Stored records
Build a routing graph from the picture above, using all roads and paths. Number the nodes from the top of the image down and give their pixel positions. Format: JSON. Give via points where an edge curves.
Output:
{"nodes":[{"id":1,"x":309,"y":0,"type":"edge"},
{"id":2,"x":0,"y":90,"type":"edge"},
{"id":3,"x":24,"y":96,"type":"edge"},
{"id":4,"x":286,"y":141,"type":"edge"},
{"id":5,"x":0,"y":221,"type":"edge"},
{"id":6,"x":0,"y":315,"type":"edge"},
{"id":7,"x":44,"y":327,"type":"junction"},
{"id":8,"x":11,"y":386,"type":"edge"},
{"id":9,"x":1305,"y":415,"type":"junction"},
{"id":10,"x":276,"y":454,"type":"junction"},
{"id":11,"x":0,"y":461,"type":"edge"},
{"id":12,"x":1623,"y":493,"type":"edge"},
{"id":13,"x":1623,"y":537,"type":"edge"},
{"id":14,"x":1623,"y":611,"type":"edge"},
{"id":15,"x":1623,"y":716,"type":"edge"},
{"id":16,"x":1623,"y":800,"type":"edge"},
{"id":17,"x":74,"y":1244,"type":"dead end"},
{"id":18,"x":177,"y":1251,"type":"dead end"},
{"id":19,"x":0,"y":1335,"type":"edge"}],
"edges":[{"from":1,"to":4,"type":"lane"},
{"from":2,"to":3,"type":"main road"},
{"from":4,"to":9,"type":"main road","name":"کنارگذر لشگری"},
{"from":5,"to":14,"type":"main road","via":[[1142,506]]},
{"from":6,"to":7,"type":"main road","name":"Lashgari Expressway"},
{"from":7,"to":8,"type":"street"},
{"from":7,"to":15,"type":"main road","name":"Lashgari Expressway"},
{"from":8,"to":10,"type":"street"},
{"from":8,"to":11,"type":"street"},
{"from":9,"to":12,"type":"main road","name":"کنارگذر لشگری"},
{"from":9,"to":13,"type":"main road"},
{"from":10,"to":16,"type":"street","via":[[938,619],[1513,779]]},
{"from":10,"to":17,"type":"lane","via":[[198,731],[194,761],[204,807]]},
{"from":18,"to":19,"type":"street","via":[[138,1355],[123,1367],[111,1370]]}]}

**PROBLEM STATEMENT:** All lines of the data above that include the word "junction" must be shown.

**ANSWER TO THE EXERCISE:**
{"id":7,"x":44,"y":327,"type":"junction"},
{"id":9,"x":1305,"y":415,"type":"junction"},
{"id":10,"x":276,"y":454,"type":"junction"},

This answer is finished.